More “Cloud Atlas” Reviews From Toronto:
“While the filmmaking ambition largely outweighs the narrative, ‘Cloud Atlas’ is an achievement worth experiencing in theaters.”
“An intense three-hour mental workout rewarded with a big emotional payoff.”
“While ‘Cloud Atlas’ is competently executed, and does an excellent job at maintaining coherency despite the disparity of tone and temporality, it is, in the end, a film that will appeal to a very small niche, and does little that will be seen as especially original or daring.”
“It’s a real head-knocker, and hard to get into at first, but it settles down and inspires awe — and maybe a few awards, too.”
Kevin Jagernauth, The Playlist:
“On a technical level, we suppose the film is an accomplishment, with costumes and period details mostly coming through, but in most other ways, this $100 million effort offers fortune cookie social commentary put in a blender with a handful of thinly interlocking stories, in a failed attempt to say something meaningful about the human condition.”
“The opening minutes of the movie outline each of these plots; then it’s just rinse, wash, repeat for the remaining 160-odd minutes.”

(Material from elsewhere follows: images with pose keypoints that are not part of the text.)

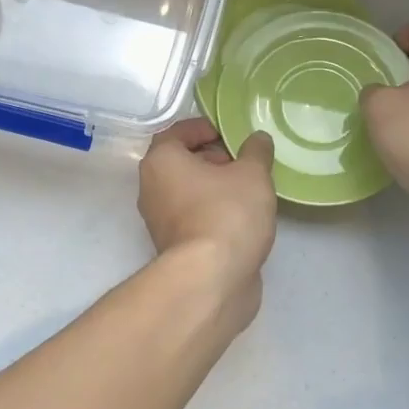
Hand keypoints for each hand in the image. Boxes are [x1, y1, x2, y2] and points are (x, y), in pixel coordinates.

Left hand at [138, 118, 277, 327]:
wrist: (211, 280)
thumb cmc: (227, 214)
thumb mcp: (252, 173)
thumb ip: (256, 151)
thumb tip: (257, 139)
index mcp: (161, 161)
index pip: (177, 132)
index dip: (204, 128)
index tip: (230, 134)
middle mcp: (151, 187)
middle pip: (180, 162)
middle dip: (211, 157)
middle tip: (243, 161)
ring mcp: (159, 221)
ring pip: (187, 191)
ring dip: (213, 186)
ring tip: (248, 189)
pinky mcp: (173, 247)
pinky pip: (192, 217)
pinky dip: (212, 211)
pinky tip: (241, 217)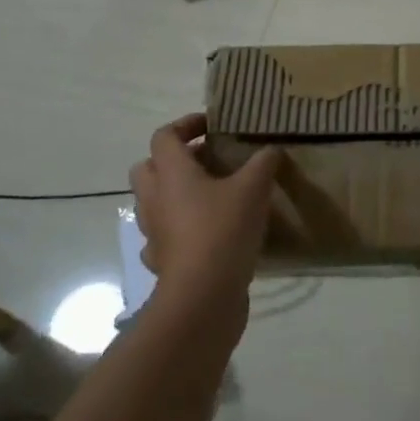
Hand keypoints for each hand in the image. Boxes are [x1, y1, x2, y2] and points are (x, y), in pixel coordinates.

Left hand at [130, 114, 282, 308]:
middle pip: (148, 167)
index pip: (164, 136)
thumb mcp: (254, 188)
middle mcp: (154, 198)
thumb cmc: (223, 229)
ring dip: (176, 194)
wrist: (203, 296)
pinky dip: (180, 229)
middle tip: (208, 160)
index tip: (213, 126)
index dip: (186, 125)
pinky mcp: (162, 260)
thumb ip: (263, 163)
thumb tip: (270, 148)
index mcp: (171, 173)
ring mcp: (154, 232)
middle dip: (174, 159)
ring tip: (213, 196)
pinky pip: (164, 235)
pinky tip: (207, 233)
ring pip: (155, 202)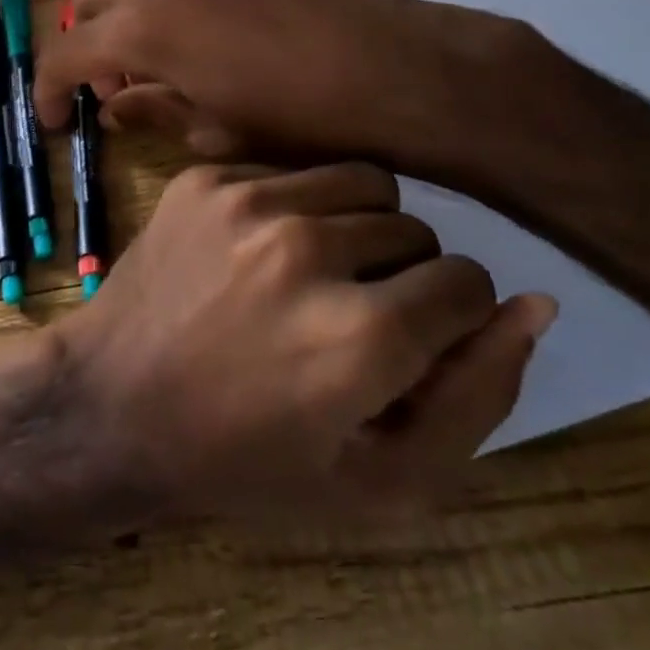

“One of my two favorite films of the year so far, a movie I’ll be returning to again and again, a unique and beautiful work of film art that dares to dream big in a way we rarely see from either studios or independent sources.”
Jordan Mintzer, Hollywood Reporter:
“Well-made but dramatically diffuse.”
“Some movies play as throwaway paperbacks. ‘Cloud Atlas’ is Encyclopedia Britannica, volumes A through M.”